*Task item:*
From the records that follow, give the number of lines that include the word "dead", with no further words.

Dataset entries
------------

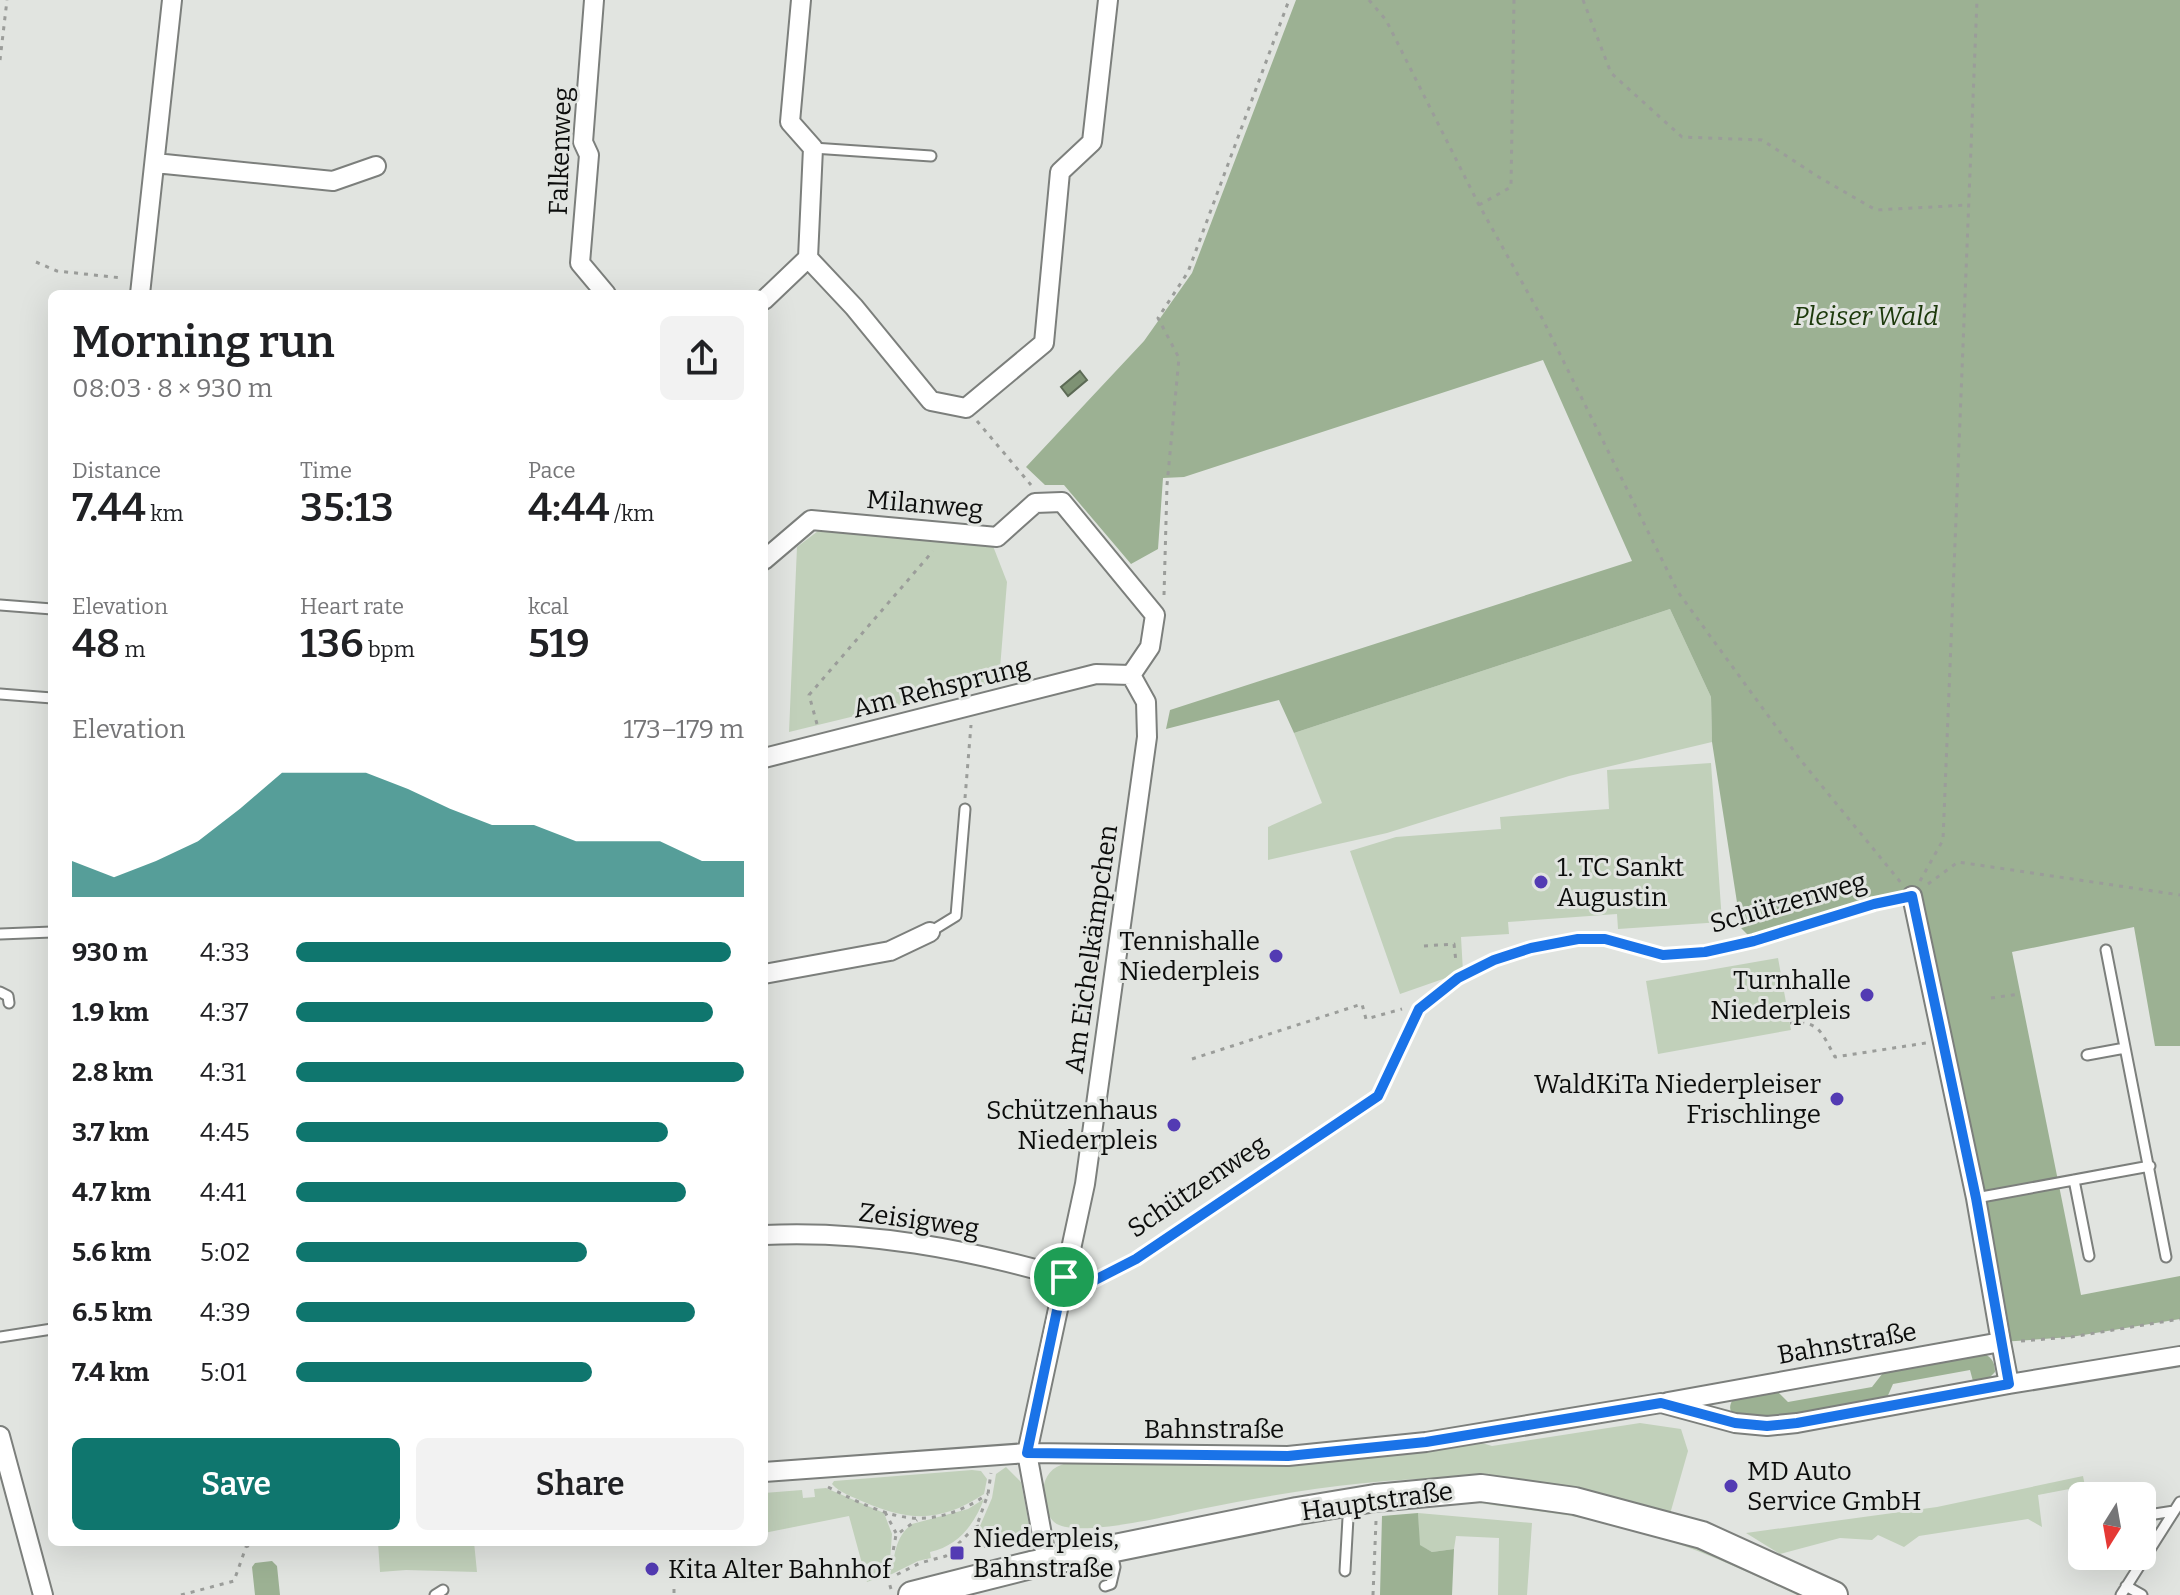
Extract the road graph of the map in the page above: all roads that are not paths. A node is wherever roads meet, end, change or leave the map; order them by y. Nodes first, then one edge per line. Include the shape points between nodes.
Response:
1 (172, 0) edge
2 (594, 0) edge
3 (801, 0) edge
4 (1103, 3) edge
5 (813, 148) junction
6 (931, 156) dead end
7 (155, 163) junction
8 (376, 166) dead end
9 (808, 258) junction
10 (141, 287) edge
11 (603, 290) edge
12 (768, 296) edge
13 (768, 557) edge
14 (0, 605) edge
15 (48, 609) edge
16 (1131, 675) junction
17 (0, 694) edge
18 (48, 698) edge
19 (768, 757) edge
20 (965, 809) road end
21 (1912, 896) joint
22 (48, 932) edge
23 (930, 932) joint
24 (0, 934) edge
25 (2106, 950) dead end
26 (768, 973) edge
27 (0, 992) edge
28 (9, 1003) dead end
29 (2125, 1048) junction
30 (2087, 1055) dead end
31 (2150, 1166) junction
32 (2074, 1180) junction
33 (1976, 1198) junction
34 (768, 1235) edge
35 (2089, 1256) dead end
36 (2166, 1257) dead end
37 (1064, 1277) junction
38 (48, 1330) edge
39 (0, 1337) edge
40 (2001, 1342) junction
41 (2180, 1356) edge
42 (2009, 1384) junction
43 (1661, 1403) junction
44 (0, 1436) edge
45 (1027, 1453) junction
46 (768, 1472) edge
47 (1345, 1503) junction
48 (2177, 1507) edge
49 (2156, 1512) edge
50 (2156, 1540) edge
51 (1111, 1548) junction
52 (1047, 1562) junction
53 (2137, 1570) edge
54 (1345, 1571) dead end
55 (1105, 1586) dead end
56 (952, 1590) edge
57 (2124, 1591) edge
58 (43, 1595) edge
59 (912, 1595) edge
60 (1834, 1595) edge
61 (2142, 1595) edge

1 - 7 street
2 - 11 street, Falkenweg via 580,263
3 - 5 street via 790,122
4 - 9 street via 1092,142 1060,172 1044,343 966,408 931,401
5 - 6 lane
5 - 9 street
7 - 8 street via 333,181
7 - 10 street
9 - 12 street
13 - 16 street, Milanweg via 811,520 997,537 1035,503 1062,502 1155,615 1150,647
14 - 15 lane
16 - 19 street, Am Rehsprung via 1096,674
16 - 37 street, Am Eichelkämpchen via 1146,702 1147,737 1085,1184
17 - 18 lane
20 - 23 lane via 956,916
21 - 33 street
21 - 37 lane, Schützenweg via 1705,952 1663,955 1605,939 1578,939 1494,960 1458,978 1419,1009 1378,1096 1136,1259 1093,1281
22 - 24 lane
23 - 26 street via 890,951
25 - 29 lane
27 - 28 lane
29 - 30 lane
29 - 31 lane
31 - 32 lane
31 - 36 lane
32 - 33 lane
32 - 35 lane
33 - 40 street
34 - 37 street, Zeisigweg via 898,1241 989,1256
37 - 45 street, Am Eichelkämpchen
38 - 39 lane
40 - 42 street
40 - 43 street, Bahnstraße
41 - 42 street, Bahnstraße
42 - 43 street, Bahnstraße via 1767,1426
43 - 45 street, Bahnstraße via 1426,1442 1288,1456
44 - 58 street
45 - 46 street, Bahnstraße
45 - 52 street, Am Eichelkämpchen
47 - 51 main road, Hauptstraße
47 - 54 lane
47 - 60 main road, Hauptstraße via 1481,1488 1575,1501 1702,1535
48 - 49 lane
48 - 50 lane
51 - 52 main road, Hauptstraße
51 - 55 lane via 1115,1567 1111,1584
52 - 56 main road, Hauptstraße
53 - 57 lane
56 - 59 main road, Hauptstraße
57 - 61 lane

------------

*Finished exercise:*
9